═══ Study material ═══

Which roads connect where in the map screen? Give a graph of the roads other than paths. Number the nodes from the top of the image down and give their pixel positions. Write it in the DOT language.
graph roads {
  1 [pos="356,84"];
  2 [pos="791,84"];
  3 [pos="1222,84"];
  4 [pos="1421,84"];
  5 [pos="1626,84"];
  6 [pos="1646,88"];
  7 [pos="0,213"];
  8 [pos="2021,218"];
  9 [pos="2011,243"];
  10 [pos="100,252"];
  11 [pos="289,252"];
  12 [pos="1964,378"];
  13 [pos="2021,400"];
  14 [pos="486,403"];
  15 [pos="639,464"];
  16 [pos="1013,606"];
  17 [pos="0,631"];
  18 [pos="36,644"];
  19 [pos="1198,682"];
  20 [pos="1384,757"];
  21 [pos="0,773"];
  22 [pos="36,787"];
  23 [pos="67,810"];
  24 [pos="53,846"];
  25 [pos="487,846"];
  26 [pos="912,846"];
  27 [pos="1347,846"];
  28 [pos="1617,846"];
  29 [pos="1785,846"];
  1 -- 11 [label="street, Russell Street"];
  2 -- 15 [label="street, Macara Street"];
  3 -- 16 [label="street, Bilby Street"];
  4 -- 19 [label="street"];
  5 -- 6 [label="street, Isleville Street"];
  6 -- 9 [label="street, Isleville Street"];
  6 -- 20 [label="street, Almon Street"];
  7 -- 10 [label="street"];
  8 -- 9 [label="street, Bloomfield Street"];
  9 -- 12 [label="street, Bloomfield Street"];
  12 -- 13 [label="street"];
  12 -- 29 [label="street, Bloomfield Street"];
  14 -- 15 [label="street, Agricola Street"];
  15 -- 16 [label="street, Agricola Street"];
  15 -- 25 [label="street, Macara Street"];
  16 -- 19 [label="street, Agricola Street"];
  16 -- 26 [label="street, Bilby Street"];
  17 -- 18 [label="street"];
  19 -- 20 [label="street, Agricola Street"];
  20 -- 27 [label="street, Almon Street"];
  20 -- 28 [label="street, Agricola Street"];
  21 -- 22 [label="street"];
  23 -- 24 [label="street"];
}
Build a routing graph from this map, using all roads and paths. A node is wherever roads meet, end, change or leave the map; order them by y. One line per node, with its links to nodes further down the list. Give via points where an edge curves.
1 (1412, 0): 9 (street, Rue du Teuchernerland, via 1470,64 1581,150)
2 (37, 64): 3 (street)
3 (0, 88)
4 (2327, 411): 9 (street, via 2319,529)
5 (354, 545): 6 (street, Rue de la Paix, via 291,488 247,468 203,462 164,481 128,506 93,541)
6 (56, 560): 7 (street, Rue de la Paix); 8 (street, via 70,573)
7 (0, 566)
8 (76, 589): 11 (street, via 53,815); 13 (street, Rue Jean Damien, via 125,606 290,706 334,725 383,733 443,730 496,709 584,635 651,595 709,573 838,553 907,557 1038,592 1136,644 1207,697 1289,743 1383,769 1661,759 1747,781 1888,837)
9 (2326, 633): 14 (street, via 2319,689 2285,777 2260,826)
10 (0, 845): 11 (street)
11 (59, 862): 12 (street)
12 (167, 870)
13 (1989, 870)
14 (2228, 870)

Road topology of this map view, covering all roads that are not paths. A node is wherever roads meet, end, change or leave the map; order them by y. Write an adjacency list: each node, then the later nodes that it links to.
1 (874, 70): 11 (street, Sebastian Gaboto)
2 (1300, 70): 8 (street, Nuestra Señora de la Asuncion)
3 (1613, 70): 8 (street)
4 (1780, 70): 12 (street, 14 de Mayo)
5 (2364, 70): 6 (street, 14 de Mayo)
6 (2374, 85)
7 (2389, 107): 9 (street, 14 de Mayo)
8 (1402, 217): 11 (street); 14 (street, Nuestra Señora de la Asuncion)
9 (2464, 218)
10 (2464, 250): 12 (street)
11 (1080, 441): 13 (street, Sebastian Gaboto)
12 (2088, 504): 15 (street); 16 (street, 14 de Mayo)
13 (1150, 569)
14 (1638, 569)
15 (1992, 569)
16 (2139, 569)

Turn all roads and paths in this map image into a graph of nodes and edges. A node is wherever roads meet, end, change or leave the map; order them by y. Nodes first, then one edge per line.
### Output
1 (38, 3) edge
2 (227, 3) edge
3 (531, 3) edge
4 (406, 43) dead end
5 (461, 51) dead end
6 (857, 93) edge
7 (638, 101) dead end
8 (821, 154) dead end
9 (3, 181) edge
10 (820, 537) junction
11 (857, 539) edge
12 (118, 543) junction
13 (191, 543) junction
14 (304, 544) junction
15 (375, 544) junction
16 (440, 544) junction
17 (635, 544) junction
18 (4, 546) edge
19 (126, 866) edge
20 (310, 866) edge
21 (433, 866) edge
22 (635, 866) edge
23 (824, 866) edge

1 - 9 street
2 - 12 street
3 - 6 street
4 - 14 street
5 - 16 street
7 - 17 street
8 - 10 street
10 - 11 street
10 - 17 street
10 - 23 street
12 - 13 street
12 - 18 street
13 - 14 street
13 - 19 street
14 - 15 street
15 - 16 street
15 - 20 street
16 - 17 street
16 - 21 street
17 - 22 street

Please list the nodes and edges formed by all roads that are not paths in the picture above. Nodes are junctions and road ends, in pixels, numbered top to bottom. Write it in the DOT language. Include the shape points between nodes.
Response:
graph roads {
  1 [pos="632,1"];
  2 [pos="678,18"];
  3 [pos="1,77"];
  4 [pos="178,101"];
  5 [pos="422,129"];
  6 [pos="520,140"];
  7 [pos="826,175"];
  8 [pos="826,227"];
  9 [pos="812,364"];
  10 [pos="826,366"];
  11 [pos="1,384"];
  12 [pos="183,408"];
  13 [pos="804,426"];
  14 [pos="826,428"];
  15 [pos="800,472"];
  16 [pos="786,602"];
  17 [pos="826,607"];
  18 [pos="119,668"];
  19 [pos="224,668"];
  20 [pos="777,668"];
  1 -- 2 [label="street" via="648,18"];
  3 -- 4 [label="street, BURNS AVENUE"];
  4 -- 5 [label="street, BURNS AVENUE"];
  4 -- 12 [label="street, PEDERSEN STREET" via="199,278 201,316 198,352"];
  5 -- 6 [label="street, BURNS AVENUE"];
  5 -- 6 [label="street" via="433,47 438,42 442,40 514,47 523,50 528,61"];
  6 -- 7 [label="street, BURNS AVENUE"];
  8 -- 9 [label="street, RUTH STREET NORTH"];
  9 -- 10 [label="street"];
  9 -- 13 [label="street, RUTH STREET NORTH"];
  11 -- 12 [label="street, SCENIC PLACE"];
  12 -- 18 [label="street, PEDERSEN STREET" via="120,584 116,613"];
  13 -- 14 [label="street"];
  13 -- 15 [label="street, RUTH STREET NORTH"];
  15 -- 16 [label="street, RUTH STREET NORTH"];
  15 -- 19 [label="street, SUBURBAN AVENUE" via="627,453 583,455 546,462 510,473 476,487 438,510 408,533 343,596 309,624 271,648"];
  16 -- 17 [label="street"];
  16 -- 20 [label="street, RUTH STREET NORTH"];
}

═══

- Try it -
Retype the entries above exactly, but only from the line containing "Build a routing" through the line containing "Turn all roads", both included.

- Result of this task -
Build a routing graph from this map, using all roads and paths. A node is wherever roads meet, end, change or leave the map; order them by y. One line per node, with its links to nodes further down the list. Give via points where an edge curves.
1 (1412, 0): 9 (street, Rue du Teuchernerland, via 1470,64 1581,150)
2 (37, 64): 3 (street)
3 (0, 88)
4 (2327, 411): 9 (street, via 2319,529)
5 (354, 545): 6 (street, Rue de la Paix, via 291,488 247,468 203,462 164,481 128,506 93,541)
6 (56, 560): 7 (street, Rue de la Paix); 8 (street, via 70,573)
7 (0, 566)
8 (76, 589): 11 (street, via 53,815); 13 (street, Rue Jean Damien, via 125,606 290,706 334,725 383,733 443,730 496,709 584,635 651,595 709,573 838,553 907,557 1038,592 1136,644 1207,697 1289,743 1383,769 1661,759 1747,781 1888,837)
9 (2326, 633): 14 (street, via 2319,689 2285,777 2260,826)
10 (0, 845): 11 (street)
11 (59, 862): 12 (street)
12 (167, 870)
13 (1989, 870)
14 (2228, 870)

Road topology of this map view, covering all roads that are not paths. A node is wherever roads meet, end, change or leave the map; order them by y. Write an adjacency list: each node, then the later nodes that it links to.
1 (874, 70): 11 (street, Sebastian Gaboto)
2 (1300, 70): 8 (street, Nuestra Señora de la Asuncion)
3 (1613, 70): 8 (street)
4 (1780, 70): 12 (street, 14 de Mayo)
5 (2364, 70): 6 (street, 14 de Mayo)
6 (2374, 85)
7 (2389, 107): 9 (street, 14 de Mayo)
8 (1402, 217): 11 (street); 14 (street, Nuestra Señora de la Asuncion)
9 (2464, 218)
10 (2464, 250): 12 (street)
11 (1080, 441): 13 (street, Sebastian Gaboto)
12 (2088, 504): 15 (street); 16 (street, 14 de Mayo)
13 (1150, 569)
14 (1638, 569)
15 (1992, 569)
16 (2139, 569)

Turn all roads and paths in this map image into a graph of nodes and edges. A node is wherever roads meet, end, change or leave the map; order them by y. Nodes first, then one edge per line.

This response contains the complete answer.